No Rome: “I think the whole thing is new. I just love making new sounds. I absolutely love the song called ‘Rimbaud, Come and Sit For a While.’ It’s in a newer style and more acoustic guitar driven. It’s quite new to me. I’m in love with that song [laughs.]”
――How’s the reaction to the new songs on the tour?
No Rome: “It’s great, especially going on tour with the 1975 right now, it’s so much fun and there are so many people. It’s very surprising that a lot of these people actually know my songs. These are the places I’ve never been to or have visited once, you know? So it’s definitely inspiring to hear people singing my songs.”
――I heard you joined the 1975 at Coachella Festival?
No Rome: “I did play Coachella and it was amazing! I guess that was my biggest show.”
――How did you feel?
No Rome: “I felt honored that I was able to join the stage. I did one song but it was amazing. I can’t agree with the concept of Coachella being in the very right field and homophobic, but it’s definitely a good experience, and I really enjoyed playing there.”
――You started making music in your bedroom and now you are touring the US. How has this journey been for you?
No Rome: “It’s overwhelming, but I guess I’ve always been making music in my whole life. These chances came at such a right time, and I was able to really develop my sound or what I wanted to do as an artist. Yeah, stepping into Coachella from my bedroom was big, but I still like my bedroom and love doing that stuff. I want to keep doing it and I hope one day I get to do be on my own slot. It should be fun.”
――Your family must be proud. Have they seen your shows?
No Rome: “My family is proud of me. My dad is a big fan but he is also my biggest critic [laughs.] That’s what dads are though, aren’t they? But I’m really lucky they support me. They haven’t seen my shows outside the Philippines. So we are trying to make that happen. But they used to see my shows all the time. I think I started playing shows when I was 13 years old. I was in this punk rock band, and I played guitar and synthesizer as well as vocals. My dad actually stopped watching when I was younger. He was like ‘I’m done bringing you to your shows, so get your own car! I don’t want to watch your show any more’ [laughs] He was always my ride to the venue.”
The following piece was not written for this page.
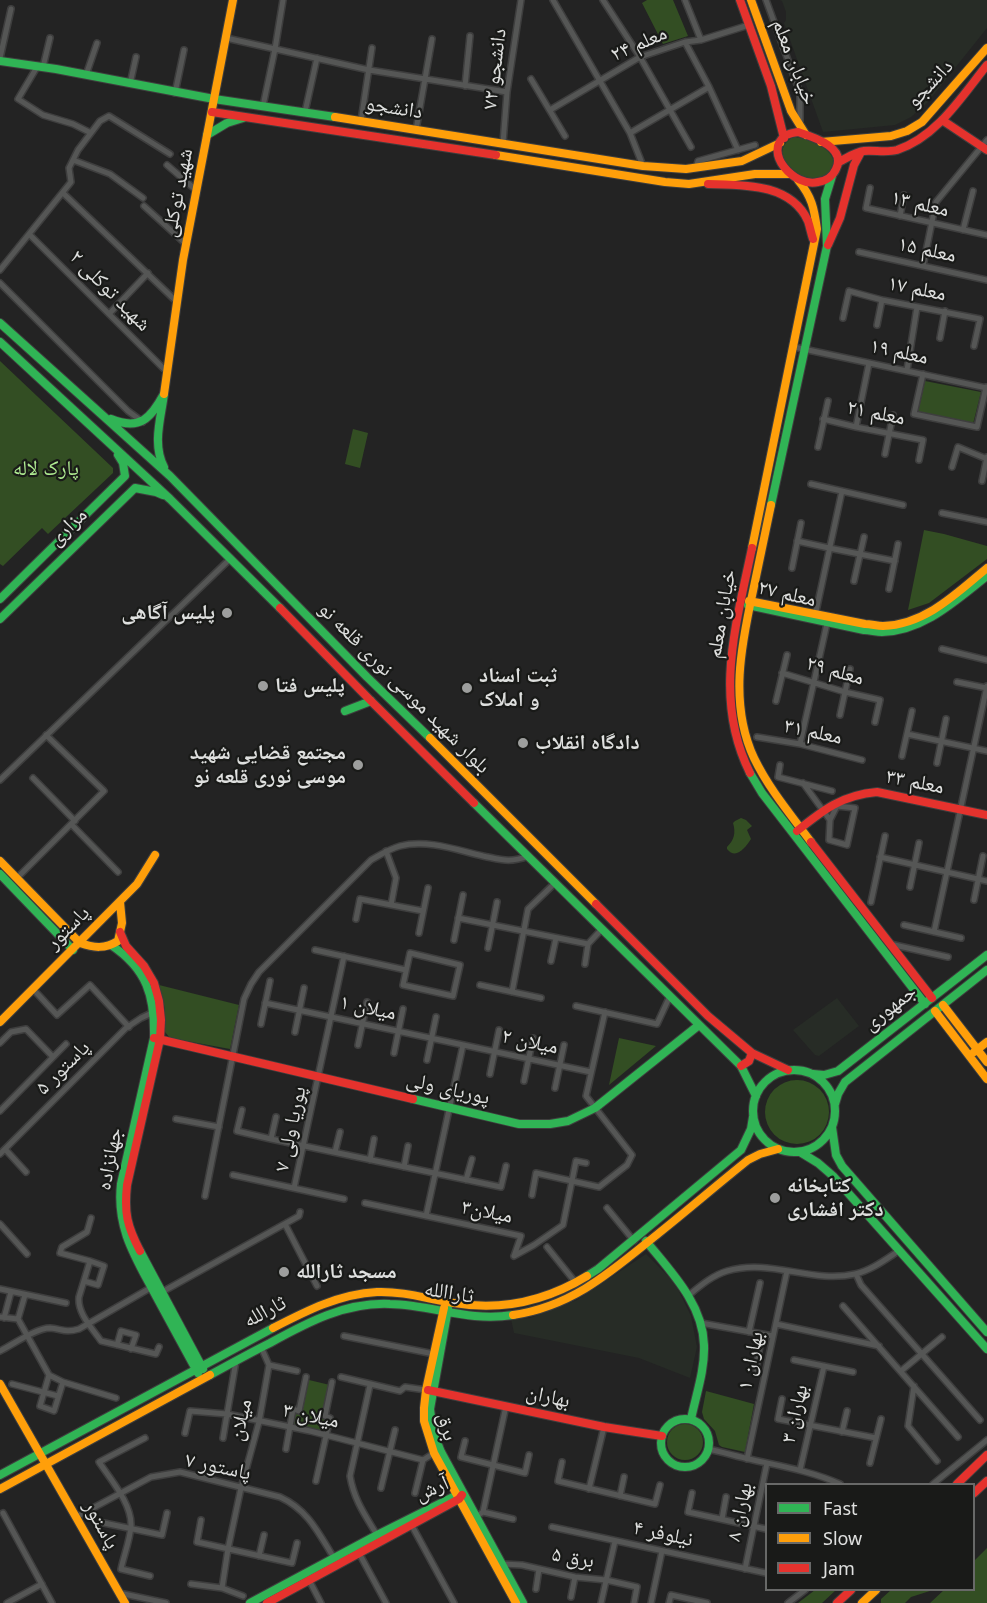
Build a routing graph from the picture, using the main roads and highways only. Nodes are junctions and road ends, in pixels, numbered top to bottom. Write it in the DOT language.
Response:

――What’s next for you? Are you planning to release your full album anytime soon?
No Rome: “I can’t speak of anything about the album yet. But I can assure you that this year, I do have a lot of material coming out. I’m working on a mixtape at the moment, which is going to be very interesting. That’s all for now [laughs.] But I’m writing. This tour has been me half writing and half playing shows, so there is going to be more material this year.”